▸ **EXERCISE OBJECTIVE**: Would you restate the entries below word for word, starting at the first line and ending with the one that has "Extract the road"?

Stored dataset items
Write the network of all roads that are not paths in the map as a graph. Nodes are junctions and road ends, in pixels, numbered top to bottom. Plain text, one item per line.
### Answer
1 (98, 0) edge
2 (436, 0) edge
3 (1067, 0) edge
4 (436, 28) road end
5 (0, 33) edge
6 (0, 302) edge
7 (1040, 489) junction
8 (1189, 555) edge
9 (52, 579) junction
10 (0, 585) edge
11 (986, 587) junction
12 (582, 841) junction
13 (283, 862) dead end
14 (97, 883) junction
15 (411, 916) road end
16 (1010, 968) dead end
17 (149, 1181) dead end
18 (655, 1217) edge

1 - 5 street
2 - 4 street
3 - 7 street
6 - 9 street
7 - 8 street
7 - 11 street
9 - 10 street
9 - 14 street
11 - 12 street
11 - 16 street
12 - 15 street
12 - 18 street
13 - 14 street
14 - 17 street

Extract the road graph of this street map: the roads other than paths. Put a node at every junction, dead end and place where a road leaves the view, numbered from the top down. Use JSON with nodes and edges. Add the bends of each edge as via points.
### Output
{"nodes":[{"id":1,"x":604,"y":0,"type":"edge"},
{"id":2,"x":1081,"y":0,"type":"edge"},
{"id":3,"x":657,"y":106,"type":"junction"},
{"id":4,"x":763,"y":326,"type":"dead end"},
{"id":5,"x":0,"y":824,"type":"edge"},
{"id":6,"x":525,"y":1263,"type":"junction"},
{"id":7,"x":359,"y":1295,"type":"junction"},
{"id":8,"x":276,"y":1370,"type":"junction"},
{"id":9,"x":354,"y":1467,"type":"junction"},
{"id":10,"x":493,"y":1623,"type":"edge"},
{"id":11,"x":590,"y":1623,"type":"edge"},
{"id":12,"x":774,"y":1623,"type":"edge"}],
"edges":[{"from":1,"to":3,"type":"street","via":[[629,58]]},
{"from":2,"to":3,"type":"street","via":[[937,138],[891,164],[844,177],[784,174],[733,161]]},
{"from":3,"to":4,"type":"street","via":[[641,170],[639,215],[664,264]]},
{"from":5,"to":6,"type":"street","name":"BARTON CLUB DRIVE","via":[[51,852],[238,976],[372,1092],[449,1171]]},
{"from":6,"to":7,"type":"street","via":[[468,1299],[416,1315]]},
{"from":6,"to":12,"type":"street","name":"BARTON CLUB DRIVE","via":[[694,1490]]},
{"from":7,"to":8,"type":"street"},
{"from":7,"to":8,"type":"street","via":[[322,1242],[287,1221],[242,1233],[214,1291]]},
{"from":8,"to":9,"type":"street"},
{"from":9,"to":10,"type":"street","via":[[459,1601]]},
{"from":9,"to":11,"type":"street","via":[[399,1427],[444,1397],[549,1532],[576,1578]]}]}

▸ **YOUR SOLUTION**:
Write the network of all roads that are not paths in the map as a graph. Nodes are junctions and road ends, in pixels, numbered top to bottom. Plain text, one item per line.
### Answer
1 (98, 0) edge
2 (436, 0) edge
3 (1067, 0) edge
4 (436, 28) road end
5 (0, 33) edge
6 (0, 302) edge
7 (1040, 489) junction
8 (1189, 555) edge
9 (52, 579) junction
10 (0, 585) edge
11 (986, 587) junction
12 (582, 841) junction
13 (283, 862) dead end
14 (97, 883) junction
15 (411, 916) road end
16 (1010, 968) dead end
17 (149, 1181) dead end
18 (655, 1217) edge

1 - 5 street
2 - 4 street
3 - 7 street
6 - 9 street
7 - 8 street
7 - 11 street
9 - 10 street
9 - 14 street
11 - 12 street
11 - 16 street
12 - 15 street
12 - 18 street
13 - 14 street
14 - 17 street

Extract the road graph of this street map: the roads other than paths. Put a node at every junction, dead end and place where a road leaves the view, numbered from the top down. Use JSON with nodes and edges. Add the bends of each edge as via points.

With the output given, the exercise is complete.